**ASSIGNMENT**
Write out exactly, with no other output, the lines below from the one that contains "Write the network" through the end.
═══ RECORD EXCERPTS
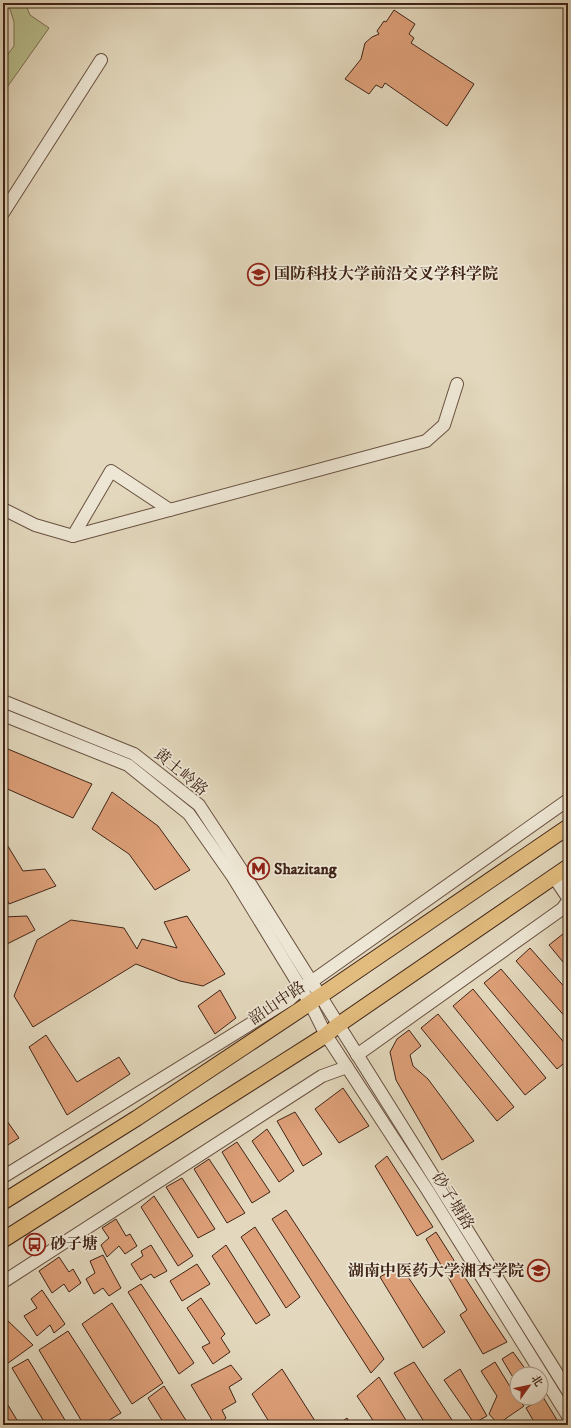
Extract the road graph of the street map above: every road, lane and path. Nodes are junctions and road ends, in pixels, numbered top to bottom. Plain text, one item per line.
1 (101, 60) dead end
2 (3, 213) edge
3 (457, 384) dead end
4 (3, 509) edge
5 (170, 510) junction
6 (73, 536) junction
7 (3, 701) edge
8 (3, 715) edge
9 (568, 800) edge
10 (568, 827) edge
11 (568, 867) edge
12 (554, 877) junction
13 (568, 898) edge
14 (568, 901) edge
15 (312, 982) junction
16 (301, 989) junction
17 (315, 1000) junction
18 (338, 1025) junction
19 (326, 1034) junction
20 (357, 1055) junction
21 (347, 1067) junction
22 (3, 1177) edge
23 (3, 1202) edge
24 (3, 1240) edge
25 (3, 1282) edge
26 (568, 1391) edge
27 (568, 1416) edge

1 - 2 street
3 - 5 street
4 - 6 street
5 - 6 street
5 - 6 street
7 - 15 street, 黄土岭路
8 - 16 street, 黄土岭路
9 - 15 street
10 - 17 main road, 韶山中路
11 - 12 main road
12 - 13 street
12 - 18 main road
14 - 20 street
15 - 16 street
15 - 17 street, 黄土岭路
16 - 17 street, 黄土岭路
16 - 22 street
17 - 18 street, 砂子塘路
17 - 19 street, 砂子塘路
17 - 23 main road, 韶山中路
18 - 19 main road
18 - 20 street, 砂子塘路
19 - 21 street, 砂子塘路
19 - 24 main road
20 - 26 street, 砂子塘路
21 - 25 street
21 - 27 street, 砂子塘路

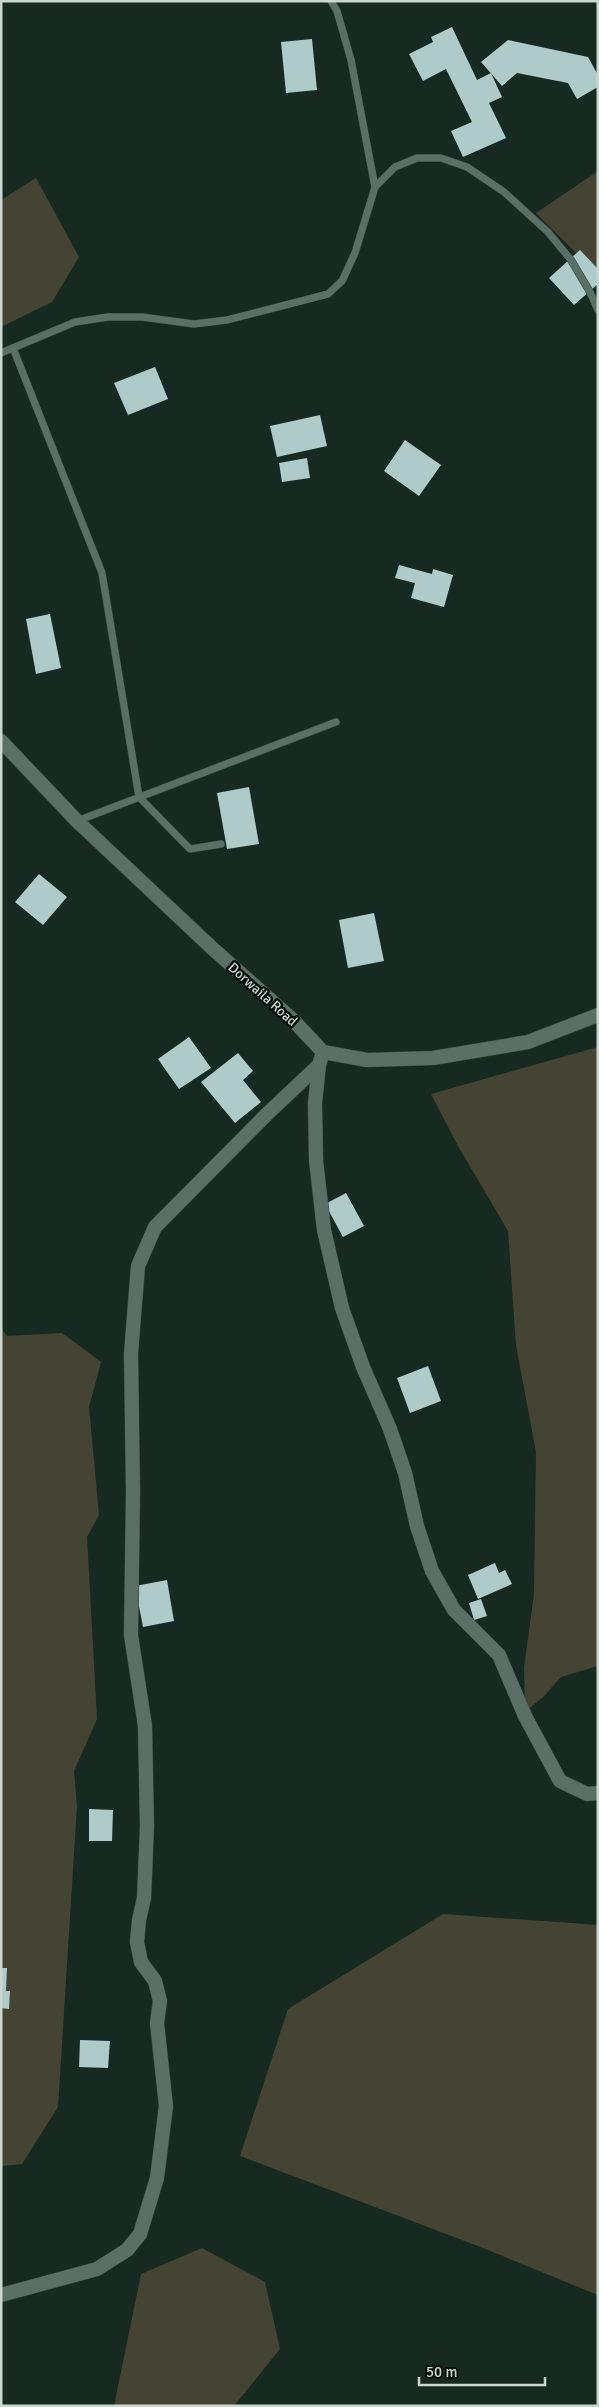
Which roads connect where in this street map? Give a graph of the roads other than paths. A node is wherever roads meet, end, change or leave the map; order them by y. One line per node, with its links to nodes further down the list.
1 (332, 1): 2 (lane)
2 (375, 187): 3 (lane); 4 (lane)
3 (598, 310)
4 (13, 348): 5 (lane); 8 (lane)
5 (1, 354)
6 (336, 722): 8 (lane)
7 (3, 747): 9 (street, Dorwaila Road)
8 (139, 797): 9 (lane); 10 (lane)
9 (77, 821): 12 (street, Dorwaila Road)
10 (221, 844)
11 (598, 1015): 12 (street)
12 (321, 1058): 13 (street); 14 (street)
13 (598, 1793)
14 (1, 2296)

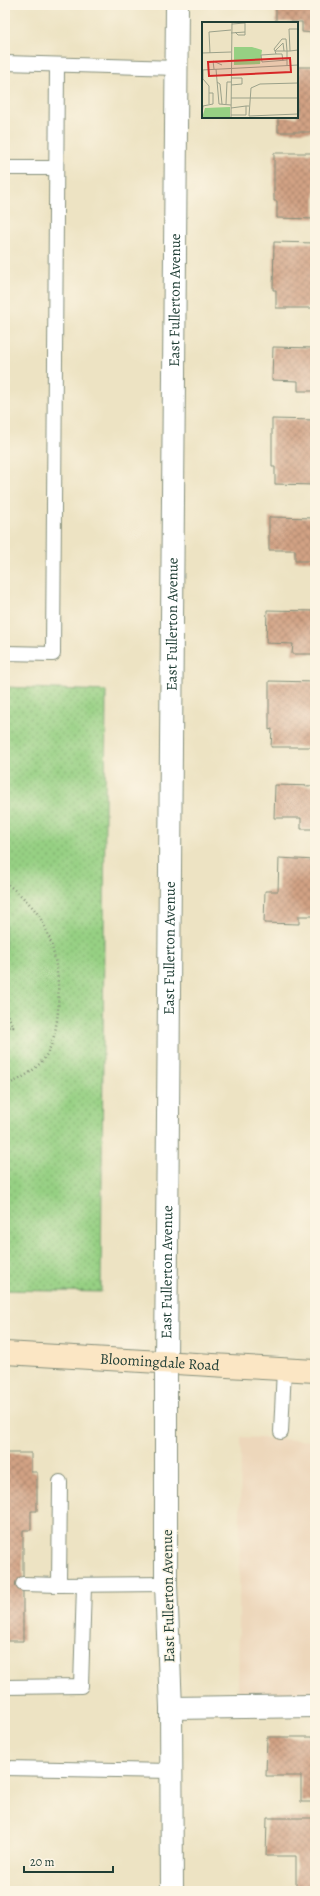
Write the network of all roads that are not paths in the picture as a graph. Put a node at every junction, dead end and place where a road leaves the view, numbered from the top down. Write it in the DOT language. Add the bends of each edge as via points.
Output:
══════
**SOLVED PROBLEM**
Write the network of all roads that are not paths in the picture as a graph. Put a node at every junction, dead end and place where a road leaves the view, numbered from the top down. Write it in the DOT language. Add the bends of each edge as via points.
Output:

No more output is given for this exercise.